United Way Niagara sets $5.25M goal
Niagara residents can no longer turn a blind eye to the escalating level of poverty in the region.
“That’s the message we’re trying to get out there,” said Caroline Sherk. “We have issues and we can’t ignore them. They’re not going away. We must focus on them whether they’re ugly or whatnot, we have to get in there and do it.”
Sherk, United Way Niagara’s 2019 campaign chair, announced the agency’s $5.25-million campaign goal during its kickoff breakfast at Club Roma Tuesday.
She told about 480 people in attendance the campaign will focus on six “#unignorable issues” — poverty, homelessness, hunger, domestic violence, mental illness and social isolation.
“Those are issues we can’t ignore,” said Sherk, a marketing and business development manager for Verge Insurance Group. “The issues are not going away on their own. We need to be there on the frontlines and going right at it. And United Way is right at the centre of that.”
United Way executive director Frances Hallworth said the idea behind the #unignorable slogan for this year’s campaign was “best illustrated” in a story published in The Standard Saturday, about the im
pact downtown homeless services are having on neighbouring residents.
“If I had to pin unignorable to something, that’s it. It truly has become unignorable” Hallworth said. “It’s not saying, ‘I don’t want them in my backyard,’ but we need to do something,” she said. “It’s not ignorable anymore.”
Sherk said she was inspired to head up the campaign after visiting various agencies that receive United Way funding. She saw work being done in Niagara’s communities to help meet needs of marginalized residents — such as the 25 per cent of Niagara’s children who live in poverty, the one in four women who experience domestic violence, as well as services that help prevent the number of suicides in the region which now claim a life every eight days.
“There are far too many more examples of the great needs facing our communities, but I’ve been inspired by the work the agencies do to support our most vulnerable people. These programs are vital.”
Sherk said she was also inspired by many of her predecessors, like Niagara-on-the-Lake pharmacist Sean Simpson, who helped raise just more than $5.2 million in 2018, and John Bullivant, a longtime friend of Sherk’s family who led the 1968 campaign.
Bullivant said his team raised about $350,000 from the city’s 90,000 residents in 1968 — five years after the agency opened its doors in St. Catharines.
“It’s hard to believe it’s been 50 years,” he said.
While there was poverty in the city at the time, he said the problem was nowhere near as prevalent as it is today.
The bulk of the money that was raised by the organization was used to help local children, through programs that included subsidizing child care for working moms.
While hoping for the same success as many of her predecessors, Sherk said this year’s campaign has hit the ground running.

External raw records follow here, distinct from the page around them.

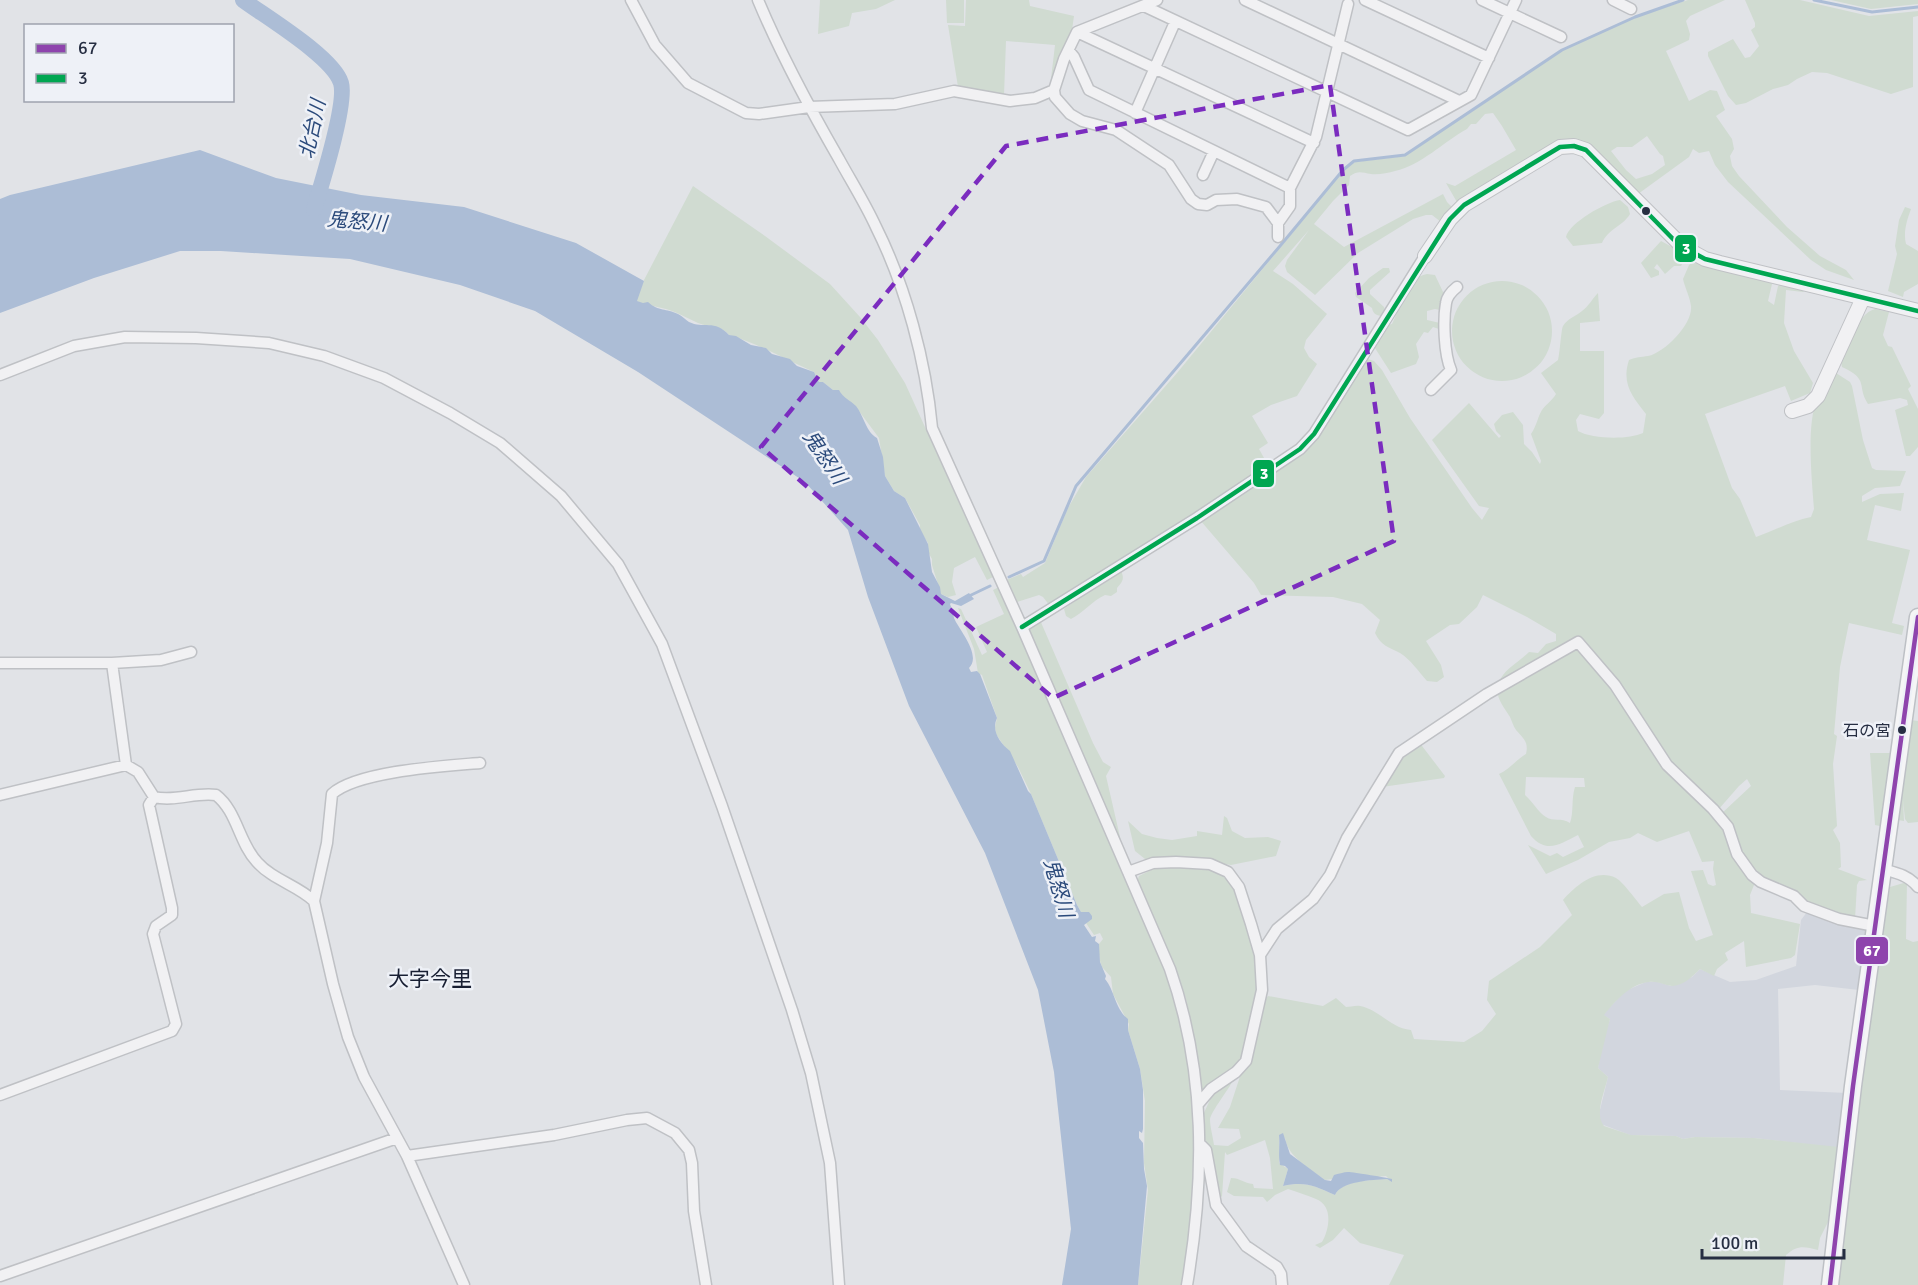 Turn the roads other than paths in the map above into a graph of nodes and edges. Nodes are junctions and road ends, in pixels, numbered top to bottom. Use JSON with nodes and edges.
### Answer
{"nodes":[{"id":1,"x":631,"y":0,"type":"edge"},
{"id":2,"x":758,"y":0,"type":"edge"},
{"id":3,"x":1157,"y":0,"type":"edge"},
{"id":4,"x":1245,"y":0,"type":"edge"},
{"id":5,"x":1359,"y":0,"type":"edge"},
{"id":6,"x":1365,"y":0,"type":"edge"},
{"id":7,"x":1482,"y":0,"type":"edge"},
{"id":8,"x":1516,"y":0,"type":"edge"},
{"id":9,"x":1613,"y":0,"type":"edge"},
{"id":10,"x":1344,"y":2,"type":"edge"},
{"id":11,"x":1144,"y":6,"type":"junction"},
{"id":12,"x":1631,"y":9,"type":"dead end"},
{"id":13,"x":1511,"y":13,"type":"junction"},
{"id":14,"x":1175,"y":22,"type":"junction"},
{"id":15,"x":1077,"y":32,"type":"junction"},
{"id":16,"x":1561,"y":37,"type":"dead end"},
{"id":17,"x":1338,"y":43,"type":"junction"},
{"id":18,"x":1069,"y":51,"type":"junction"},
{"id":19,"x":1489,"y":58,"type":"junction"},
{"id":20,"x":1156,"y":68,"type":"junction"},
{"id":21,"x":1054,"y":90,"type":"junction"},
{"id":22,"x":1325,"y":93,"type":"junction"},
{"id":23,"x":1459,"y":101,"type":"junction"},
{"id":24,"x":809,"y":107,"type":"junction"},
{"id":25,"x":1135,"y":113,"type":"junction"},
{"id":26,"x":1314,"y":143,"type":"junction"},
{"id":27,"x":1214,"y":151,"type":"junction"},
{"id":28,"x":1203,"y":175,"type":"dead end"},
{"id":29,"x":1290,"y":188,"type":"junction"},
{"id":30,"x":1278,"y":223,"type":"junction"},
{"id":31,"x":1278,"y":237,"type":"dead end"},
{"id":32,"x":1425,"y":256,"type":"joint"},
{"id":33,"x":1457,"y":287,"type":"dead end"},
{"id":34,"x":1863,"y":298,"type":"junction"},
{"id":35,"x":1918,"y":311,"type":"edge"},
{"id":36,"x":0,"y":375,"type":"edge"},
{"id":37,"x":1431,"y":390,"type":"dead end"},
{"id":38,"x":1792,"y":411,"type":"dead end"},
{"id":39,"x":1918,"y":617,"type":"edge"},
{"id":40,"x":1022,"y":627,"type":"junction"},
{"id":41,"x":1916,"y":639,"type":"edge"},
{"id":42,"x":190,"y":652,"type":"dead end"},
{"id":43,"x":0,"y":663,"type":"edge"},
{"id":44,"x":112,"y":663,"type":"junction"},
{"id":45,"x":480,"y":763,"type":"dead end"},
{"id":46,"x":126,"y":765,"type":"junction"},
{"id":47,"x":0,"y":795,"type":"edge"},
{"id":48,"x":154,"y":797,"type":"junction"},
{"id":49,"x":1882,"y":869,"type":"junction"},
{"id":50,"x":1128,"y":872,"type":"junction"},
{"id":51,"x":1918,"y":887,"type":"edge"},
{"id":52,"x":314,"y":902,"type":"junction"},
{"id":53,"x":1875,"y":926,"type":"junction"},
{"id":54,"x":1260,"y":955,"type":"junction"},
{"id":55,"x":0,"y":1095,"type":"edge"},
{"id":56,"x":1199,"y":1103,"type":"junction"},
{"id":57,"x":397,"y":1138,"type":"junction"},
{"id":58,"x":1201,"y":1145,"type":"junction"},
{"id":59,"x":407,"y":1156,"type":"junction"},
{"id":60,"x":0,"y":1276,"type":"edge"},
{"id":61,"x":464,"y":1285,"type":"edge"},
{"id":62,"x":706,"y":1285,"type":"edge"},
{"id":63,"x":839,"y":1285,"type":"edge"},
{"id":64,"x":1187,"y":1285,"type":"edge"},
{"id":65,"x":1282,"y":1285,"type":"edge"},
{"id":66,"x":1830,"y":1285,"type":"edge"}],
"edges":[{"from":1,"to":24,"type":"street"},
{"from":2,"to":24,"type":"street"},
{"from":3,"to":11,"type":"street"},
{"from":4,"to":17,"type":"street"},
{"from":5,"to":10,"type":"street"},
{"from":6,"to":19,"type":"street"},
{"from":7,"to":13,"type":"street"},
{"from":8,"to":13,"type":"street"},
{"from":9,"to":12,"type":"street"},
{"from":10,"to":17,"type":"street"},
{"from":11,"to":14,"type":"street"},
{"from":11,"to":15,"type":"street"},
{"from":13,"to":16,"type":"street"},
{"from":13,"to":19,"type":"street"},
{"from":14,"to":20,"type":"street"},
{"from":14,"to":22,"type":"street"},
{"from":15,"to":18,"type":"street"},
{"from":15,"to":20,"type":"street"},
{"from":17,"to":22,"type":"street"},
{"from":17,"to":23,"type":"street"},
{"from":18,"to":21,"type":"street"},
{"from":18,"to":25,"type":"street"},
{"from":19,"to":23,"type":"street"},
{"from":20,"to":25,"type":"street"},
{"from":20,"to":26,"type":"street"},
{"from":21,"to":24,"type":"street"},
{"from":21,"to":30,"type":"street"},
{"from":22,"to":23,"type":"street"},
{"from":22,"to":26,"type":"street"},
{"from":24,"to":40,"type":"street"},
{"from":25,"to":27,"type":"street"},
{"from":26,"to":29,"type":"street"},
{"from":27,"to":28,"type":"street"},
{"from":27,"to":29,"type":"street"},
{"from":29,"to":30,"type":"street"},
{"from":30,"to":31,"type":"street"},
{"from":32,"to":34,"type":"street"},
{"from":32,"to":40,"type":"street"},
{"from":33,"to":37,"type":"street"},
{"from":34,"to":35,"type":"street"},
{"from":34,"to":38,"type":"street"},
{"from":36,"to":63,"type":"street"},
{"from":39,"to":41,"type":"main road"},
{"from":40,"to":50,"type":"street"},
{"from":41,"to":49,"type":"main road"},
{"from":42,"to":44,"type":"street"},
{"from":43,"to":44,"type":"street"},
{"from":44,"to":46,"type":"street"},
{"from":45,"to":52,"type":"street"},
{"from":46,"to":47,"type":"street"},
{"from":46,"to":48,"type":"street"},
{"from":48,"to":52,"type":"street"},
{"from":48,"to":55,"type":"street"},
{"from":49,"to":51,"type":"street"},
{"from":49,"to":53,"type":"main road"},
{"from":50,"to":54,"type":"street"},
{"from":50,"to":56,"type":"street"},
{"from":52,"to":57,"type":"street"},
{"from":53,"to":54,"type":"street"},
{"from":53,"to":66,"type":"main road"},
{"from":54,"to":56,"type":"street"},
{"from":56,"to":58,"type":"street"},
{"from":57,"to":59,"type":"street"},
{"from":57,"to":60,"type":"street"},
{"from":58,"to":64,"type":"street"},
{"from":58,"to":65,"type":"street"},
{"from":59,"to":61,"type":"street"},
{"from":59,"to":62,"type":"street"}]}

She said Gales Gas Bars Ltd. pitched in $50,000 in matching donations through United Way’s Leadership Challenge, while Ferguson Neudorf Glass is sponsoring $25,000 in matching contributions for new donors. Beatties contributed $25,000 to sponsor the first-ever Corporate Donor Challenge.
United Way Niagara’s 2019 campaign chair Caroline Sherk speaks with John Bullivant, who led the campaign in 1968, after announcing this year’s $5.25-million goal.